05/01/2014 03:22 EST | Actualisé 06/03/2014 05:12 EST

Les Bangladais étaient appelés à voter dimanche dans des élections entachées de violence et boycottées par le principal parti d'opposition.

Après des mois d'affrontements sanglants, de grèves et de manifestations, les plus graves depuis l'indépendance, des milliers d'opposants au gouvernement ont incendié ou vandalisé plus de 200 bureaux de vote.

Une attaque coordonnée a également été organisée contre la police dans le nord du pays. Une quantité de bulletins de vote ont aussi été publiquement brûlés.

Au moins 13 personnes sont mortes depuis samedi soir, selon un bilan provisoire de la police. Deux d'entre elles ont été battues à mort en protégeant les bureaux de vote, et un chauffeur de camion a péri dans son véhicule incendié par des assaillants.
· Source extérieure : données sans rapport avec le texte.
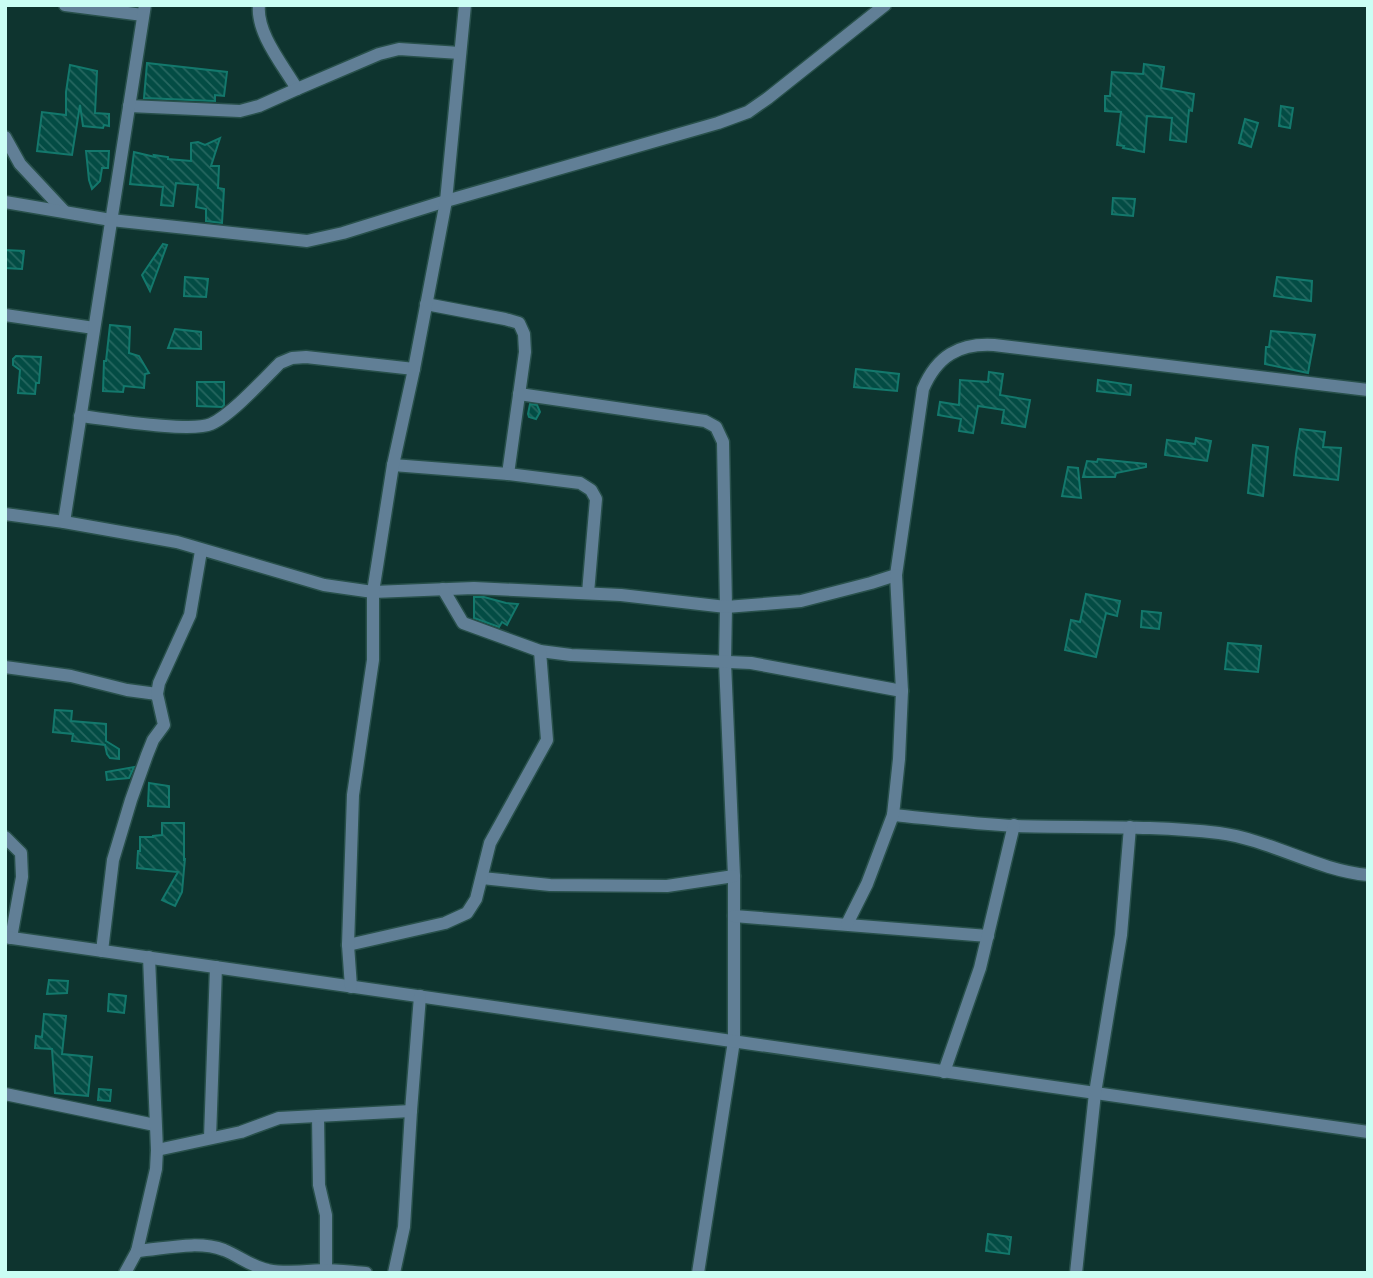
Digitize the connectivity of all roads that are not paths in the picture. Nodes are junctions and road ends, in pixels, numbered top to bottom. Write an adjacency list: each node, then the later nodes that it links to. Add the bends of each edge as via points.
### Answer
1 (65, 5): 5 (street)
2 (260, 5): 7 (street, via 260,25)
3 (465, 5): 6 (street)
4 (880, 7): 10 (street, via 748,112)
5 (144, 10): 8 (street)
6 (460, 52): 7 (street, via 400,49); 10 (street)
7 (297, 89): 8 (street, via 240,111)
8 (129, 106): 13 (street)
9 (5, 137): 12 (street, via 20,164)
10 (446, 201): 13 (street, via 307,241); 14 (street)
11 (5, 202): 12 (street)
12 (64, 211): 13 (street)
13 (111, 220): 16 (street)
14 (426, 304): 17 (street); 19 (street, via 519,323 525,352)
15 (5, 315): 16 (street)
16 (94, 328): 20 (street)
17 (414, 369): 20 (street, via 292,358 280,363 209,425 188,428); 21 (street)
18 (1368, 390): 26 (street, via 994,345 968,346 935,366 923,389)
19 (519, 394): 22 (street); 30 (street, via 705,421 716,427 723,442)
20 (80, 416): 24 (street)
21 (393, 465): 22 (street); 28 (street)
22 (508, 474): 29 (street, via 580,483 591,490 596,499)
23 (5, 514): 24 (street)
24 (64, 522): 25 (street, via 177,542)
25 (201, 551): 28 (street, via 324,585); 35 (street, via 190,615)
26 (896, 575): 30 (street, via 801,601); 34 (street)
27 (443, 589): 28 (street); 29 (street); 31 (street, via 463,623)
28 (373, 592): 47 (street, via 373,660 353,795)
29 (588, 593): 30 (street)
30 (726, 607): 32 (street)
31 (540, 651): 32 (street); 42 (street, via 547,740 490,843)
32 (725, 662): 34 (street); 41 (street)
33 (5, 667): 35 (street)
34 (902, 691): 36 (street)
35 (157, 694): 48 (street, via 164,725 153,740 113,860)
36 (893, 815): 37 (street); 44 (street)
37 (1014, 825): 38 (street); 45 (street)
38 (1130, 827): 40 (street, via 1250,839); 55 (street, via 1121,935)
39 (5, 837): 46 (street, via 22,853 22,877)
40 (1368, 875)
41 (734, 876): 42 (street, via 667,886 550,885); 43 (street)
42 (482, 878): 47 (street, via 477,899 467,913 445,923)
43 (734, 916): 44 (street); 53 (street)
44 (847, 924): 45 (street)
45 (988, 936): 54 (street)
46 (8, 937): 48 (street)
47 (348, 945): 51 (street)
48 (102, 951): 49 (street)
49 (149, 957): 50 (street); 59 (street)
50 (216, 967): 51 (street); 61 (street)
51 (351, 986): 52 (street)
52 (420, 996): 53 (street); 57 (street)
53 (734, 1041): 54 (street); 69 (street)
54 (944, 1072): 55 (street)
55 (1095, 1093): 60 (street); 70 (street)
56 (5, 1094): 59 (street)
57 (411, 1111): 58 (street); 68 (street, via 404,1227)
58 (318, 1116): 61 (street, via 279,1118); 65 (street)
59 (155, 1125): 62 (street)
60 (1368, 1132)
61 (210, 1138): 62 (street)
62 (157, 1150): 63 (street)
63 (137, 1251): 64 (street, via 208,1247 224,1250); 66 (street)
64 (254, 1269): 65 (street)
65 (326, 1270): 67 (street)
66 (125, 1273)
67 (366, 1273)
68 (394, 1273)
69 (698, 1273)
70 (1076, 1273)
Les autres victimes sont des militants de l'opposition abattus par les forces de l'ordre.

Au moins 50 000 soldats sont déployés depuis le 26 décembre pour assurer la sécurité dans le pays.
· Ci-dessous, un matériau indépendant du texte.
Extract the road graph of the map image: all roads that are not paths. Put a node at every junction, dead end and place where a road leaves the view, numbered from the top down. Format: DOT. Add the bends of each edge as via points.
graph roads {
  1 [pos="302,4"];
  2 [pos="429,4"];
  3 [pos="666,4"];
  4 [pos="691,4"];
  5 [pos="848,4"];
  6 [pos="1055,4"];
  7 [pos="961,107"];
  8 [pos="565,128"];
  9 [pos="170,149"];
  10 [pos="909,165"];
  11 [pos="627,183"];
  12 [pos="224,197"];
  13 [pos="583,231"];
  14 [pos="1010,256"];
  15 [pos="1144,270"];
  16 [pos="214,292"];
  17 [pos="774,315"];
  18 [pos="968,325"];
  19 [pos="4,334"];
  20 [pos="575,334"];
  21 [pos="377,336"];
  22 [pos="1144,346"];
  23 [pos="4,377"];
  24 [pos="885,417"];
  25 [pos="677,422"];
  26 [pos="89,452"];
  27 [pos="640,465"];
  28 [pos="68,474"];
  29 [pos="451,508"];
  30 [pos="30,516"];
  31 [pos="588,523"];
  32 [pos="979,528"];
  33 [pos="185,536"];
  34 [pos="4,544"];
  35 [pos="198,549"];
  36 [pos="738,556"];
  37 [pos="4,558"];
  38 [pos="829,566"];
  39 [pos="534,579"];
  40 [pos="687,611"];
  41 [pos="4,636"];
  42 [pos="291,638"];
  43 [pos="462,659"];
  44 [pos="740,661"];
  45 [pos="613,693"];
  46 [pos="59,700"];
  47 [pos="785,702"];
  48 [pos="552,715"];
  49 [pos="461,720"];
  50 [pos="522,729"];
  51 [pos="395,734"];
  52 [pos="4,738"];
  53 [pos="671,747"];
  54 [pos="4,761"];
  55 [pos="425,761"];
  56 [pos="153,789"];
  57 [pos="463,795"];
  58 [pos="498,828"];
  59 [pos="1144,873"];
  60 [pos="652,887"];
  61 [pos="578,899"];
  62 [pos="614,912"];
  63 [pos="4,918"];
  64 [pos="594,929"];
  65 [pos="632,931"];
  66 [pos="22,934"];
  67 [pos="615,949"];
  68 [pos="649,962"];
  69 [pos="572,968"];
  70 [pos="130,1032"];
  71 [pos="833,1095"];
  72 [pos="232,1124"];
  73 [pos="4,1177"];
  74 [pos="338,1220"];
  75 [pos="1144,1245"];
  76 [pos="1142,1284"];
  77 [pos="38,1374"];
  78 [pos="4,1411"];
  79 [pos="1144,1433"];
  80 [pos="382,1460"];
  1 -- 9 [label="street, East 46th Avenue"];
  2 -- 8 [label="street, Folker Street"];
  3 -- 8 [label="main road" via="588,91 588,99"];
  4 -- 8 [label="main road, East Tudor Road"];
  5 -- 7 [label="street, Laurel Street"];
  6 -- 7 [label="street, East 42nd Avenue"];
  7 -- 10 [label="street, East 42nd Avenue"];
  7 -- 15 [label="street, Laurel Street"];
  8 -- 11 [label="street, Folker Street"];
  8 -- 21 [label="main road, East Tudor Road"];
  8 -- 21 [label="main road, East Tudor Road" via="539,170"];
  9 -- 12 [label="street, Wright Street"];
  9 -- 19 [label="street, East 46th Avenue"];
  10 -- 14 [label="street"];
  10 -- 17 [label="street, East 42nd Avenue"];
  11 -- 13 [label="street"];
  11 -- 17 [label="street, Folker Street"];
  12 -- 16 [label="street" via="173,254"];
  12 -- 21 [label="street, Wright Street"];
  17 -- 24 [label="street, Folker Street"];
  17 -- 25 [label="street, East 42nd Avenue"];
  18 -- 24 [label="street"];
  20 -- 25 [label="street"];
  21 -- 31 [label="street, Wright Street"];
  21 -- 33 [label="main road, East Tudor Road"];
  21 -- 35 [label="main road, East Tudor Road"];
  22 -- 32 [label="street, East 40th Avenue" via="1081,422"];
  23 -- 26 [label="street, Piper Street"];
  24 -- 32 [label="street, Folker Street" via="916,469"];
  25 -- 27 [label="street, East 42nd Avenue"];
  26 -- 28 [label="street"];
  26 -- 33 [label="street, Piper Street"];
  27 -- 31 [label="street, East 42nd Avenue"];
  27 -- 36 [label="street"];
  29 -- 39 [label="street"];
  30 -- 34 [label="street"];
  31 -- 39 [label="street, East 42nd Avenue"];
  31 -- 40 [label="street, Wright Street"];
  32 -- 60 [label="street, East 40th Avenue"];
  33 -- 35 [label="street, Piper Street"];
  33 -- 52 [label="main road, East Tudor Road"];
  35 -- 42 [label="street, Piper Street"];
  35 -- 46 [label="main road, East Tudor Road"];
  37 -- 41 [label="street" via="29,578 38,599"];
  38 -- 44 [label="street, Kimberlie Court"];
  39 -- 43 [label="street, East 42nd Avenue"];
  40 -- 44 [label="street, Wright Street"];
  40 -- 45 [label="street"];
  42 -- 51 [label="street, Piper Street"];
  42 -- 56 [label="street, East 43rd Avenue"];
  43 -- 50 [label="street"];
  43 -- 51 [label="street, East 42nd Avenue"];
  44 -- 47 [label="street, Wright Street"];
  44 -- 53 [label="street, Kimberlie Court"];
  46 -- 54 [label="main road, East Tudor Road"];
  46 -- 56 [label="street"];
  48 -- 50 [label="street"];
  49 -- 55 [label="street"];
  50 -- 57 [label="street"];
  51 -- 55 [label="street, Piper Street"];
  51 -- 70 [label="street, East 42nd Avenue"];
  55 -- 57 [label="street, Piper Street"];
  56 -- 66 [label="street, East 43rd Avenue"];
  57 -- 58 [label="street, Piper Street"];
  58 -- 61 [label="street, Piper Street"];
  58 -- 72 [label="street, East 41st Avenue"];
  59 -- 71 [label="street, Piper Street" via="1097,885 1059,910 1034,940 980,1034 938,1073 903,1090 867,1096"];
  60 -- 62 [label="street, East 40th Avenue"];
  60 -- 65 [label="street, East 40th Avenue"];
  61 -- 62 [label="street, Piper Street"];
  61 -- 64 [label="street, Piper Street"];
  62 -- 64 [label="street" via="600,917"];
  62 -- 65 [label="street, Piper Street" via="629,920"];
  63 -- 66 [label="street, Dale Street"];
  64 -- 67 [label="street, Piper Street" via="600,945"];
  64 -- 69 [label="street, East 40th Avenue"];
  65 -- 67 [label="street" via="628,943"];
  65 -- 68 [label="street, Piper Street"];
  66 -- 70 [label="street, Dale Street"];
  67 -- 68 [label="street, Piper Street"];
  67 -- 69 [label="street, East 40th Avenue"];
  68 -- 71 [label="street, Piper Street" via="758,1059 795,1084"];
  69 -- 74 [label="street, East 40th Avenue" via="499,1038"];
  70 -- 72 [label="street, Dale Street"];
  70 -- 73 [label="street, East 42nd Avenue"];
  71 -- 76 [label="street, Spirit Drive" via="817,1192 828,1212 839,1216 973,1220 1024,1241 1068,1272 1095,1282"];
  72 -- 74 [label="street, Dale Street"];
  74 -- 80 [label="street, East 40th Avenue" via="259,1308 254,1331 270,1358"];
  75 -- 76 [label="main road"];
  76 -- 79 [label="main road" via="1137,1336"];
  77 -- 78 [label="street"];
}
Les violences, qui ont aussi fait plus de 100 morts durant la campagne électorale, ont dissuadé bon nombre d'électeurs de se déplacer pour voter. On croit que la participation pourrait être inférieure à celle de 26 % enregistrée en 1996 lors d'une élection truquée.

Les bureaux de vote sont maintenant fermés. Les résultats devraient être connus tôt lundi matin.

Boycottage

Le parti de la première ministre sortante, Sheikh Hasina Wajed, se dirige vers une victoire facile. Il n'a pas d'adversaires dans plus de la moitié des 300 circonscriptions.
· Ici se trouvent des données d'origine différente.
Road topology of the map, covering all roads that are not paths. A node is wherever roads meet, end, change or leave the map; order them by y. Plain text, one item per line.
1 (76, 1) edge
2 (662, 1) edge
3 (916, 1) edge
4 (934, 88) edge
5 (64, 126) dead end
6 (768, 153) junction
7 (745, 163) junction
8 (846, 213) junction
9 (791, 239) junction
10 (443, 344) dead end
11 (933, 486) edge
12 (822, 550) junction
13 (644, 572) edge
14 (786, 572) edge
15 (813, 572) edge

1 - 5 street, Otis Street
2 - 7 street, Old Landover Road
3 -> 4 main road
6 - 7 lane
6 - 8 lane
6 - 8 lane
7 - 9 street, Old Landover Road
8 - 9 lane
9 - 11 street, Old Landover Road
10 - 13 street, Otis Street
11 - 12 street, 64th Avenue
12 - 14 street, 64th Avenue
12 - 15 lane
L'opposition a boycotté le scrutin pour dénoncer la décision du gouvernement sortant de ne pas former un gouvernement apolitique de transition pour superviser les élections, comme ce fut le cas dans le passé.

Les grèves, les manifestations et les blocus routiers organisés par l'opposition n'ont toutefois pas réussi à faire dérailler le processus électoral.

« J'appelle mes compatriotes bangladais à boycotter totalement cette farce scandaleuse », a encore lancé la chef de l'opposition, Khaleda Zia, vendredi, elle qui est en résidence surveillée depuis la fin décembre.

La première ministre l'a accusée de « prendre le pays en otage ».

Les deux femmes dominent la scène politique du pays depuis 20 ans. En octobre, une conversation téléphonique acrimonieuse était leur première discussion en plusieurs années.

Sans observateurs internationaux

« Ces élections ne vont nullement contribuer à résoudre le blocage que nous observons depuis quelques mois », a souligné Iftekhar Zaman, directeur pour le Bangladesh de Transparency International, organisme spécialisé dans la lutte contre la corruption.

« Le Parlement qui en émergera sera un Parlement sans opposition, et nous allons au-devant d'une très grave crise de légitimité », a-t-il ajouté.

Les États-Unis, l'Union européenne et le Commonwealth ont tous refusé d'envoyer des observateurs électoraux après l'échec de pourparlers organisés sous l'égide de l'ONU.

L'Union européenne a déploré l'incapacité des autorités à « créer les conditions nécessaires à la tenue d'élections transparentes ».